The thing is Half Man Half Biscuit have so many essential songs in their canon, anyone that you choose is something that you just never want it to finish. Lyrics like the following make you realise just how essential this band is:

And the christening party arsehole
Who hitherto had blurred
My conception of man as nature’s final word
Was fleeing from the lava
His satnav pleading thus:
“I’m not from round here mate, you should have got the bus”

So I will leave you with their opening salvo and get myself to bed.

 

Tuesday, 13 February 2018

If I Had Possession Over Pancake Day


I've just noticed it's Pancake Day so what other record could I have as the lead than "If I Had Possession Over Pancake Day"  by Half Man Half Biscuit.  It is one of my many favourites of their songs from the excellent "Cammell Laird Social Club" album and obviously very appropriate.
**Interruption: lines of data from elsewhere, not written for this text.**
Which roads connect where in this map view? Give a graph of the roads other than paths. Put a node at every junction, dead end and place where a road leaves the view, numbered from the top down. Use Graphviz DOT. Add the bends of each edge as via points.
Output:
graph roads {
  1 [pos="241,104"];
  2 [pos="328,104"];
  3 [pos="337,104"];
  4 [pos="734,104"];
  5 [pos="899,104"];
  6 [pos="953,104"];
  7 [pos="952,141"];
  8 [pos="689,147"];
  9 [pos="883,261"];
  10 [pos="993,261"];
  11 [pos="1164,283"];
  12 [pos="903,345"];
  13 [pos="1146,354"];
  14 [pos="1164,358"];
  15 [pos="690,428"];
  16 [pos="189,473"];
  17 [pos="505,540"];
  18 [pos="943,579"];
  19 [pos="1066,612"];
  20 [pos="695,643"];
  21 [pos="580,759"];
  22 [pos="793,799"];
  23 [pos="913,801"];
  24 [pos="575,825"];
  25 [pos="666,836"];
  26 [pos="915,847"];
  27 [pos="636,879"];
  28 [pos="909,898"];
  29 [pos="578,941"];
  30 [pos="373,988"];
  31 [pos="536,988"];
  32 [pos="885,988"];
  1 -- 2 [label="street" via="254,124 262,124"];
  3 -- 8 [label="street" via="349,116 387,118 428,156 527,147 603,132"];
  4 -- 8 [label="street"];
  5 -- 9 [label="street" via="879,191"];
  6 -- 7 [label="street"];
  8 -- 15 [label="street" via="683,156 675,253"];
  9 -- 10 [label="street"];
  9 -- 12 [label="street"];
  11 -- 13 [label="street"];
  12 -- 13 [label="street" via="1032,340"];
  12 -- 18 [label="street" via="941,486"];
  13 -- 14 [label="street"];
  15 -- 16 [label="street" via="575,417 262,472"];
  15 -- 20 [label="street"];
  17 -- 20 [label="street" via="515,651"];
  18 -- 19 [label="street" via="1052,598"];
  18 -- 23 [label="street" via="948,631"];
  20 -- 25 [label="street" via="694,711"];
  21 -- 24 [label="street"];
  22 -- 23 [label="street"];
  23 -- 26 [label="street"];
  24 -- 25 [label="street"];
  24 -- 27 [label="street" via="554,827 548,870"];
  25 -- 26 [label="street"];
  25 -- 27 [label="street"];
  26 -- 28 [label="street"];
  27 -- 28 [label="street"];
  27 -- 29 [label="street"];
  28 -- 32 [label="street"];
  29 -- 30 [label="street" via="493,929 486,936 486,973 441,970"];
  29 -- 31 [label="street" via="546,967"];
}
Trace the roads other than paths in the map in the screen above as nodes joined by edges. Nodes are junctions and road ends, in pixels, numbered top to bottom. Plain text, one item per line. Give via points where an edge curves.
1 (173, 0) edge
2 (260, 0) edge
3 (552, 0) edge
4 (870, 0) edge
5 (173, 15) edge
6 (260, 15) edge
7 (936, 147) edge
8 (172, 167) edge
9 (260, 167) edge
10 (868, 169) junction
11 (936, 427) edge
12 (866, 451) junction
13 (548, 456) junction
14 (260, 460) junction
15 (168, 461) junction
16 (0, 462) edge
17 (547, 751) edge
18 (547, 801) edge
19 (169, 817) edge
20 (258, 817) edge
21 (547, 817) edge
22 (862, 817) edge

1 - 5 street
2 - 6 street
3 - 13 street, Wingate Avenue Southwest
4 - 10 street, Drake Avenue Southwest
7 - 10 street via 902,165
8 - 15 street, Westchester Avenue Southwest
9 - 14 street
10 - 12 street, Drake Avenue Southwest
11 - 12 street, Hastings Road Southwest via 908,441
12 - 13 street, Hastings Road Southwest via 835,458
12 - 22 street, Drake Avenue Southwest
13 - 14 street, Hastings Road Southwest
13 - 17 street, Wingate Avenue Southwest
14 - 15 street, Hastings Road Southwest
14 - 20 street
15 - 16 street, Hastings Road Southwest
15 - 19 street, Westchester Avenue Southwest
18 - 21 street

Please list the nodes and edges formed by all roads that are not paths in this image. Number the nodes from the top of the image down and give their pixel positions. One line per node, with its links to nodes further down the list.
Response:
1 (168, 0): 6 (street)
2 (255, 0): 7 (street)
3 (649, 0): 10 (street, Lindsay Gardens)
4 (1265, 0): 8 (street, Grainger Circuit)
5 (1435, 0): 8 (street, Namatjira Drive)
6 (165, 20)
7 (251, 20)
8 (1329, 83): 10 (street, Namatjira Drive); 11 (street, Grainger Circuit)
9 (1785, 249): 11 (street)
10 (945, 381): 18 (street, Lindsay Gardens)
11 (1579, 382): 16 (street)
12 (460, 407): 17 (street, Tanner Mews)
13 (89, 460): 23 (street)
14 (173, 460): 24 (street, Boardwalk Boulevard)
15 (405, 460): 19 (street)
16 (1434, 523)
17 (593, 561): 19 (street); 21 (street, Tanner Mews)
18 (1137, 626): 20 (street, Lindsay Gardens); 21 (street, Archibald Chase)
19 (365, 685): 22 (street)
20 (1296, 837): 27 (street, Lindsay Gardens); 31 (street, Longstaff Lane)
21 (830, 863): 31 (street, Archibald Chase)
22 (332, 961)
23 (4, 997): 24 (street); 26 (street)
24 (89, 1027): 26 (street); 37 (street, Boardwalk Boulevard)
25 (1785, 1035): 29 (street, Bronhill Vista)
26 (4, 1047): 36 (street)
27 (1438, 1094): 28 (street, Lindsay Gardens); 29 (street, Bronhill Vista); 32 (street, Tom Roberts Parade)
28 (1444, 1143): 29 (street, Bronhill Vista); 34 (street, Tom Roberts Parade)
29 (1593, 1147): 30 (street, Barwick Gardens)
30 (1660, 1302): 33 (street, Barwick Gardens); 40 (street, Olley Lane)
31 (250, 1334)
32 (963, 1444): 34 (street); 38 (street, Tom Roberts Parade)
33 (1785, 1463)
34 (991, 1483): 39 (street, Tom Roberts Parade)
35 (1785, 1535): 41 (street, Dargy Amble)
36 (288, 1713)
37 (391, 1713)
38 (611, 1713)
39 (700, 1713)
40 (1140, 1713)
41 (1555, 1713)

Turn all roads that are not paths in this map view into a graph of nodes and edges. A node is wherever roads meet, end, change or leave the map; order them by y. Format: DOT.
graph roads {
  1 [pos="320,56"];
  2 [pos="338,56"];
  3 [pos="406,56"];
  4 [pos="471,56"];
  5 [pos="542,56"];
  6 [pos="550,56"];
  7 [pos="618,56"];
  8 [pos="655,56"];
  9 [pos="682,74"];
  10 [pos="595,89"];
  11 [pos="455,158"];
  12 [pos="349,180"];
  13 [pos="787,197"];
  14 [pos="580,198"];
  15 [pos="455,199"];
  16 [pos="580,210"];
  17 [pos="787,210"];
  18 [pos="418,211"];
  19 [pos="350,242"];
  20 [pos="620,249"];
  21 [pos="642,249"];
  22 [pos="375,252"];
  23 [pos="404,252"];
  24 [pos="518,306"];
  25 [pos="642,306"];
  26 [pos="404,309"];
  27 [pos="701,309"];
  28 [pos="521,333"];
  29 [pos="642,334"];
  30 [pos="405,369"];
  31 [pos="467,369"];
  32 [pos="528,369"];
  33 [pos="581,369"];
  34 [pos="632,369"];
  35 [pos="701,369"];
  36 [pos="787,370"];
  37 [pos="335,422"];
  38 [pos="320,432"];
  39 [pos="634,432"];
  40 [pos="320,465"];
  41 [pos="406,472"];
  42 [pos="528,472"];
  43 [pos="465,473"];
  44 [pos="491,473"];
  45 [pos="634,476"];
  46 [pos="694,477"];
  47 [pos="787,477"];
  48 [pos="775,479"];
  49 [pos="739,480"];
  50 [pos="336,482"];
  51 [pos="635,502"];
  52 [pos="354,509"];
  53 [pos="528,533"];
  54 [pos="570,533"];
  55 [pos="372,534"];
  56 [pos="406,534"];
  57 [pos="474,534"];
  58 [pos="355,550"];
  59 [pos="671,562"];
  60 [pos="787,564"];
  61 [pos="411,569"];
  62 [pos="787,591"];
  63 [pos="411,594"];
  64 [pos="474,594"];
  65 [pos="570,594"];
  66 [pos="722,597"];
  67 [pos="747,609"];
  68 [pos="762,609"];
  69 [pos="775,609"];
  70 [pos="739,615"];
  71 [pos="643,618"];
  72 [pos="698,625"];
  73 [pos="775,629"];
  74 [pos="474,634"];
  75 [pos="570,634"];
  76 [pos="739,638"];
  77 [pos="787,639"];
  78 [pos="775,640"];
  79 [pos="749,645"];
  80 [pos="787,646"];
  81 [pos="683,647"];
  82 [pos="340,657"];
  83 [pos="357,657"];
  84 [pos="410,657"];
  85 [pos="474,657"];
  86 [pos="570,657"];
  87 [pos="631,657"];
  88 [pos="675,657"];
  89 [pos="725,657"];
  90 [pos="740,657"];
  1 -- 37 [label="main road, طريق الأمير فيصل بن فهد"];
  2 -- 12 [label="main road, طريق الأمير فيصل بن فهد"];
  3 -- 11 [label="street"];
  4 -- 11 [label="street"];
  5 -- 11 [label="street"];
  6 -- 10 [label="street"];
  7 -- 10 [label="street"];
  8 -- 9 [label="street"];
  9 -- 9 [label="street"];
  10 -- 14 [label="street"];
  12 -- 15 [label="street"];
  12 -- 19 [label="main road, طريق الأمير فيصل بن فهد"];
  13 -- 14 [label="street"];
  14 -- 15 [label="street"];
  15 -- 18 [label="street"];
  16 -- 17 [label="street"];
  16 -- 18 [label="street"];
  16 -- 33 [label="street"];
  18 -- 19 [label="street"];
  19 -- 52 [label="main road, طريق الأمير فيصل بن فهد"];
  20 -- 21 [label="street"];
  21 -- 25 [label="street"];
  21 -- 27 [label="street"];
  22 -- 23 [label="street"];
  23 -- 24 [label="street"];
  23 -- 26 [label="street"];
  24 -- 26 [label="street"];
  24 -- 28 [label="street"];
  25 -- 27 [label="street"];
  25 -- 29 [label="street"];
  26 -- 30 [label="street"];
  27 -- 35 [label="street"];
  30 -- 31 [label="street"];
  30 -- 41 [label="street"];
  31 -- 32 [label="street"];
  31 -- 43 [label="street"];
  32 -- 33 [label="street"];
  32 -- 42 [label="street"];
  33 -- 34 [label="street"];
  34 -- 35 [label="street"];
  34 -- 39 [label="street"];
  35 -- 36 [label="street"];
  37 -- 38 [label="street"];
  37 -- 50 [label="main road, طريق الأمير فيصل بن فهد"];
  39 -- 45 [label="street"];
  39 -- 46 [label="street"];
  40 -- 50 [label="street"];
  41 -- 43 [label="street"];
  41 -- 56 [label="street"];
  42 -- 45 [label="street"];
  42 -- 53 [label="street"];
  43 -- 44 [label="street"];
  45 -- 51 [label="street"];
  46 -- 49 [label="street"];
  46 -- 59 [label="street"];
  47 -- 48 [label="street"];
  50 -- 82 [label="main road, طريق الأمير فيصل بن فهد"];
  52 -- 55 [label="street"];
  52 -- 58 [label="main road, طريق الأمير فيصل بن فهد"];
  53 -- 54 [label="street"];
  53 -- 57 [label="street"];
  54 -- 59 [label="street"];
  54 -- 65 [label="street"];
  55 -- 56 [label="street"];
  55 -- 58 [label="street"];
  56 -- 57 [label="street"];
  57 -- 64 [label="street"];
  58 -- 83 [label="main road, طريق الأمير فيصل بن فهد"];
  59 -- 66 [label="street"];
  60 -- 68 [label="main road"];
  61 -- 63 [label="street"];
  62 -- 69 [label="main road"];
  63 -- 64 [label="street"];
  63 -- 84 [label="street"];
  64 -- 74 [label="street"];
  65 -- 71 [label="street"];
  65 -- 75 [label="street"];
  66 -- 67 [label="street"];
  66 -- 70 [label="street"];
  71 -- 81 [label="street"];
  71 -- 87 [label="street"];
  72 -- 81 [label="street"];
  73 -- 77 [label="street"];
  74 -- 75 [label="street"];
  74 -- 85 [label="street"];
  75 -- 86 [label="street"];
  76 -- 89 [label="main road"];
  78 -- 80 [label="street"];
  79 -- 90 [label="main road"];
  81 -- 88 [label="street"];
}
I've never been a fan of pancakes, always a bit bland for me like butternut squash. You can use them for bulking things out but you always have to add something.

I'm glad to see that the cars aren't frozen up this morning so the walk into work should not be as cold as it has been.

Actually after the last post, I wanted to to mention another album I listened to yestereday, "Apocalypse Girl" by Jenny Hval. The album is as disturbing as the cover (click through on the title to see) and at times very explicit.  When I started I was thinking this is just talking over noise, but the more you listen, the more you grow into it, so on the second listen the noise that was "Kingsize" becomes the song or piece that is "Kingsize".

Soundwise this is a less accented Bjork but possibly more challenging. By the time I had listened to the album I had been won over so I will be exploring more of Jenny Hval. She is someone to be approached with an open mind but definitely rewarding.

OK now time to get off to work, and no pancakes for me today.